CephFS MDS Status Discussion

Mar 5, 2013 gfarnum

There have been a lot of questions lately about the current status of the Ceph MDS and when to expect a stable release. Inktank has been having some internal discussions around CephFS release development, and I’d like to share them with you and ask for feedback!

A couple quick notes: first, this blog post is from the perspective of Inktank’s development. We aren’t the only ones generating metadata server (MDS) patches, and other parties might make contributions with different priorities! Second, this is a discussion about MDS development — look for a blog about what the MDS does and how it works coming soon!

Current Status

Over the past year, we at Inktank have regretfully stepped back from the filesystem — we still believe its feature set and capabilities will revolutionize storage, but we realized it required a lot more work to become a stable product than RBD and RGW, so we focused our efforts on the software we could give to customers. That is still Inktank’s organizational focus, but at the turn of the year something wonderful (for me personally) happened! We created an internal CephFS team and I and Sam Lang have been devoting an increasing amount of our time to work on the MDS and filesystem development. This renewed focus has emphasized what kinds of issues remain. There are a few brave organizations using CephFS in testing or production capacities, but the more important its use is to them the less functionality they rely on. For community members my recommendation has been to test CephFS under your workload for two weeks, inject some failures (node restarts, etc), and if it works through that then it should continue working — some people have run systems for months without issues, but others run into trouble on their second or third command. Basically, if your workload happens to look like one of the test suites we regularly run it should be good — but if it deviates even a little there are hidden traps lying in wait from bugs that we haven’t yet discovered.

Initially our goal was to stabilize the features the filesystem already has and develop fsck, but through recent discussions we realized we hadn’t sat down and figured out what our users and customers actually needed CephFS to do in order to put it into production deployments. More than that, while we’ve viewed CephFS for years as this big ball of awesomeness with features like snapshotting and multiple active servers and unlimited directory sizes, we don’t know which of those features are actually necessary for a first release — and the bugs we’ve been working on have reminded us that some of them require a lot more stability work than others.
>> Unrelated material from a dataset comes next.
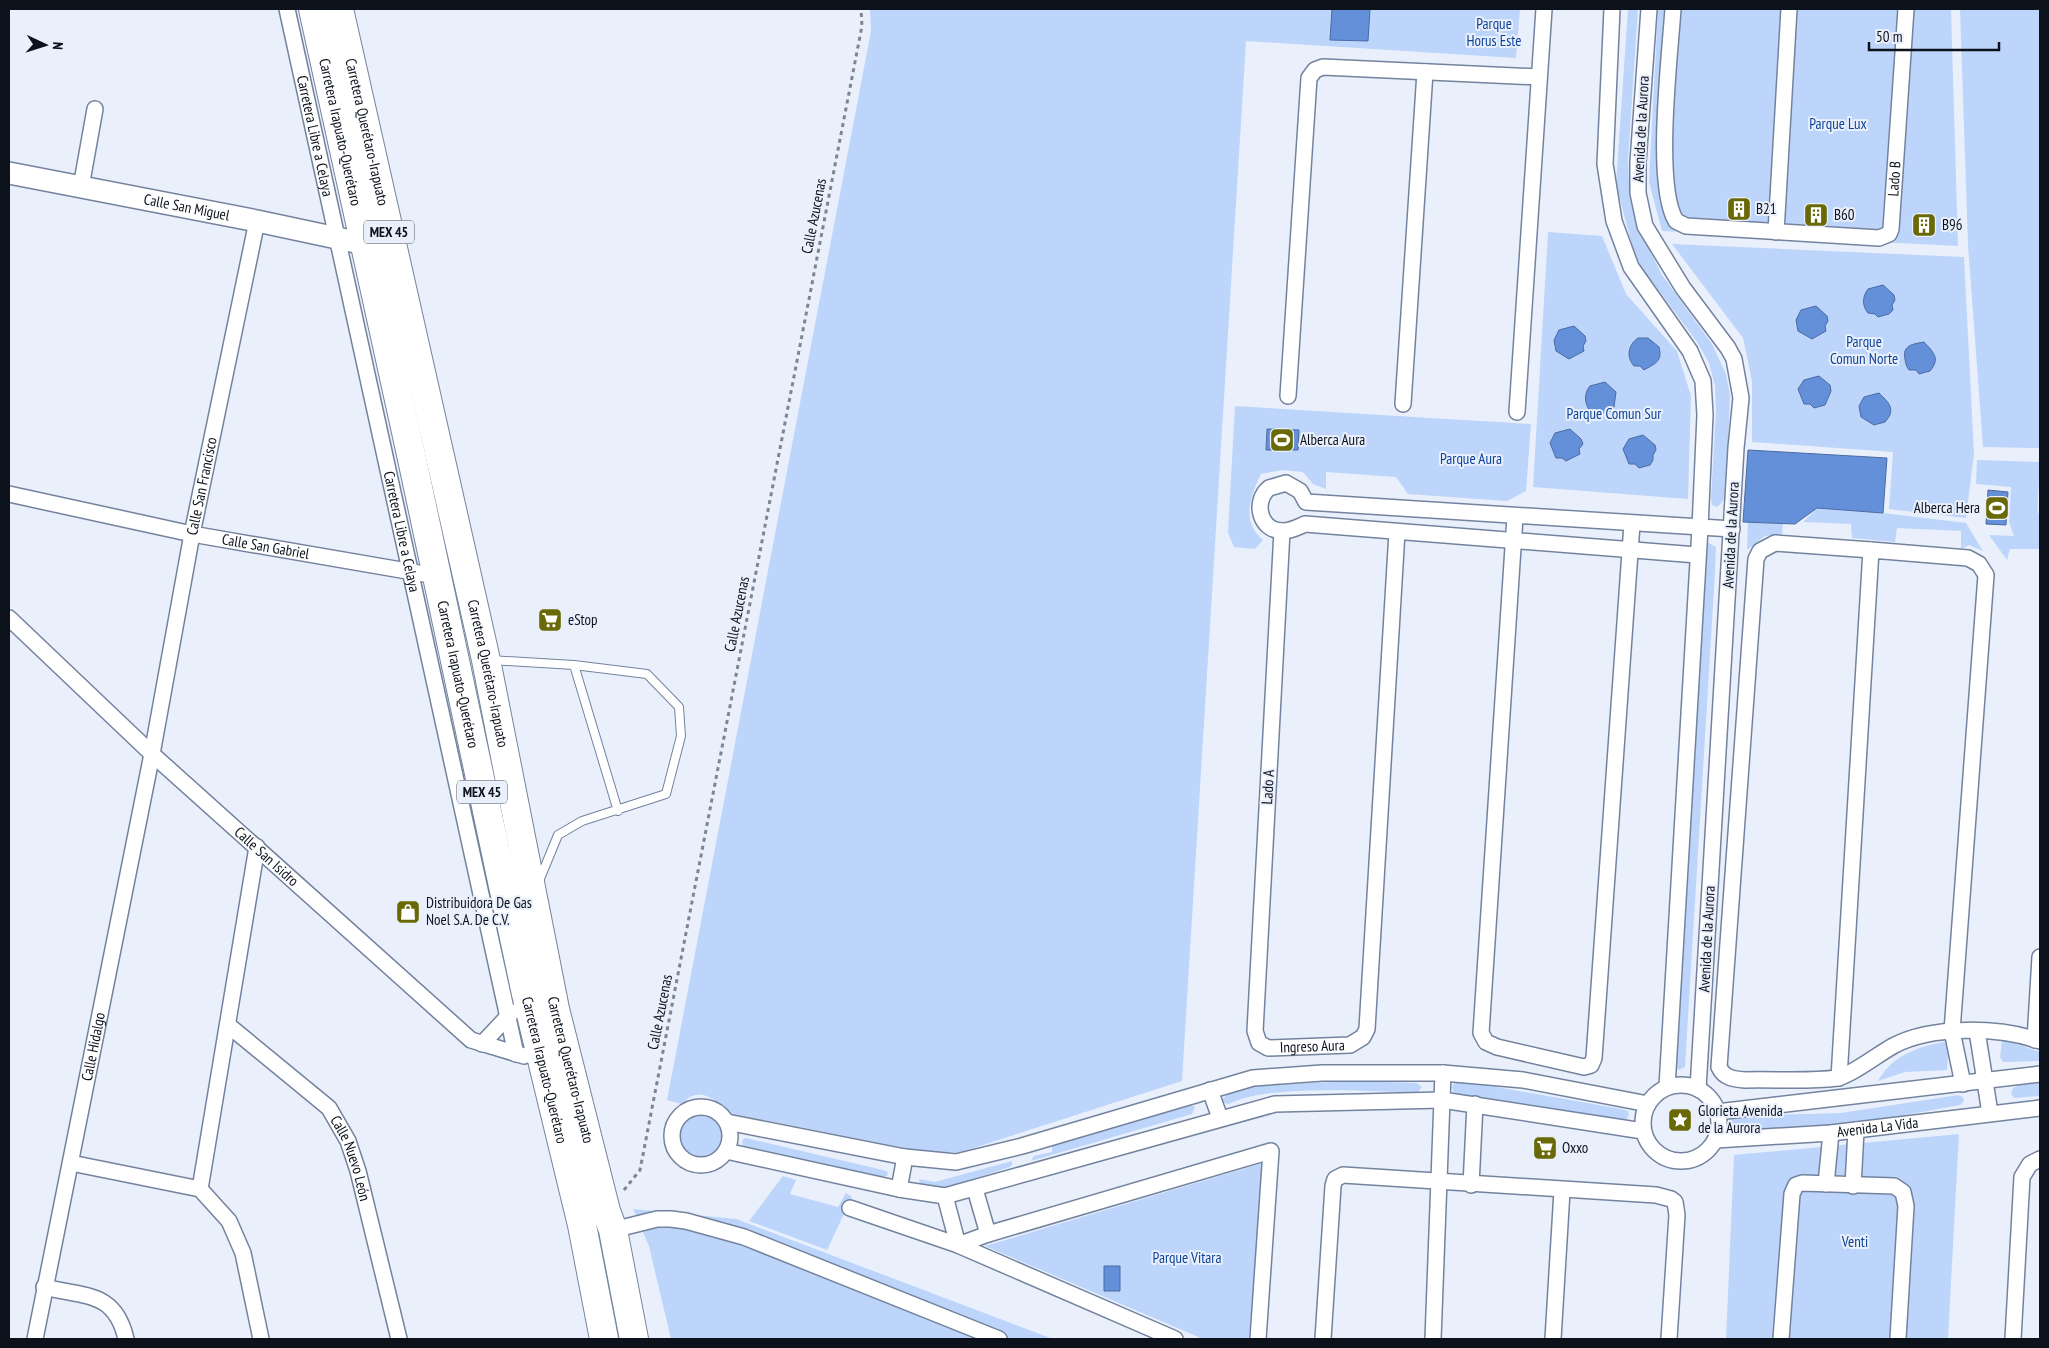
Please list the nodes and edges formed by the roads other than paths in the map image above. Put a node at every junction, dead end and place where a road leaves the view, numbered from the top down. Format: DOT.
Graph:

Keeping that thought in mind, we’re now starting a discussion with customers, users, and the community at large to discuss what a “minimum viable product” for CephFS would look like. Our starting point is just what’s easy from a development perspective, and we would welcome feedback from users on if this works for them, or how it would need to change before they could deploy it.

Minimum Viable Product Proposal

As we put more engineering resources back into CephFS, we are looking at what we would consider as the minimal useful feature set in order to get CephFS into the hands of production users as soon as possible. We are currently considering it to be a single active MDS, with a maximum number of entries in a single directory, no fsck, and no snapshots. This delivers a POSIX-compliant filesystem that can be mounted on thousands of clients, scales to arbitrarily large data throughputs, allows an unlimited number of files in the hierarchy, is location-aware, and can be used through a number of interfaces (Ganesha NFS, Hadoop, the in-kernel and FUSE-based clients, Samba, etc).

Let me break down what each of those assertions means in more detail.

Single active MDS

One of CephFS’ flagship features is its horizontal scalability across very large numbers of metadata server daemons. This will continue to be a flagship feature in the future, but right now it introduces significant system instability so it will not be a part of our initial supported release.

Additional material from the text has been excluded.